And now I'm wondering if this may not be a spectacularly useful tool to raise
standards of education world-wide. Imagine, say, the French government buying
them and asking every person on the internet twice a day to match some
vocabulary to images: Identify "le baguette"! _Lingua Franca_ , le sequel.

Or a maps puzzle: "Please identify Equatorial Guinea, Papua New Guinea, and
Guinea-Bissau".

------
KCUOJJQJ
I just tried it on a website that uses Cloudflare and that always asks me to
solve a captcha. (I guess this website does this if the user has a foreign IP
address.) In the past I managed to get the non-script Recaptcha. But I don't
see a non-script Hcaptcha. I'm a little afraid of _possible_ browser
fingerprinting scripts.

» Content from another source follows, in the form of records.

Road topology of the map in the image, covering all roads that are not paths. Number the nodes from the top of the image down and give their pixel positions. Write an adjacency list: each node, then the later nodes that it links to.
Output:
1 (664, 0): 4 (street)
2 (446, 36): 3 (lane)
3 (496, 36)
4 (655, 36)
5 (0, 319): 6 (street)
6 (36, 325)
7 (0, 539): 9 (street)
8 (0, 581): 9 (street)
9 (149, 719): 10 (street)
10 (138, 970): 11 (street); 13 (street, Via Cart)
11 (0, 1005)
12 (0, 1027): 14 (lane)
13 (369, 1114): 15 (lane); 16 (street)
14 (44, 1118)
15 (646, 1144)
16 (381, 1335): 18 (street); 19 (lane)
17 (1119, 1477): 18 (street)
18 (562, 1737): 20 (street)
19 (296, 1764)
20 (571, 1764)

If there was an unwaivable, enforced right to privacy
I wouldn't be afraid.

Also, I don't want to solve any script captchas anymore because of a traumatic
experience with script Recaptcha. I had a portable Chromium with login cookies
for a few websites. I didn't use that Chromium for other websites than these
few. Suddenly, one service almost always demanded a new login after just 1
day. On each login I had to solve a script Recaptcha. I didn't find a way to
get non-script Recaptcha. According to the service evil spambots had attacked
it. Once, Recaptcha let me solve captchas for minutes, just to eventually tell
me I was a bot. I had an IP of a large internet provider. I deleted cookies,
got a VPN IP, tried it again, worked on the captchas in the exact same way as
before and managed to log in to my account. A website operator wrote in a
forum thread that Recaptcha was the only solution to the bot problem. One user
suggested "email login as an optional alternative". This was not implemented,
because apparently Recaptcha was really specifically the only solution. I then
switched to another service, which cost me a few hours of work. This traumatic
experience has made me completely unwilling to solve any script captcha.

------
worble
A little off-topic, but the article mentions they support Privacy Pass. I
remember seeing the announcement a little ways back when they first released
it but just kind of forgot about it. Is anyone using the browser extensions?
Has it reduced the amount of captchas you end up seeing, or made your browsing
experience better in any way?

------
devy
The enterprise grade hCaptcha[1] is not free either. Does anyone have pricing
information?

[1]: [https://www.hcaptcha.com/#plans](https://www.hcaptcha.com/#plans)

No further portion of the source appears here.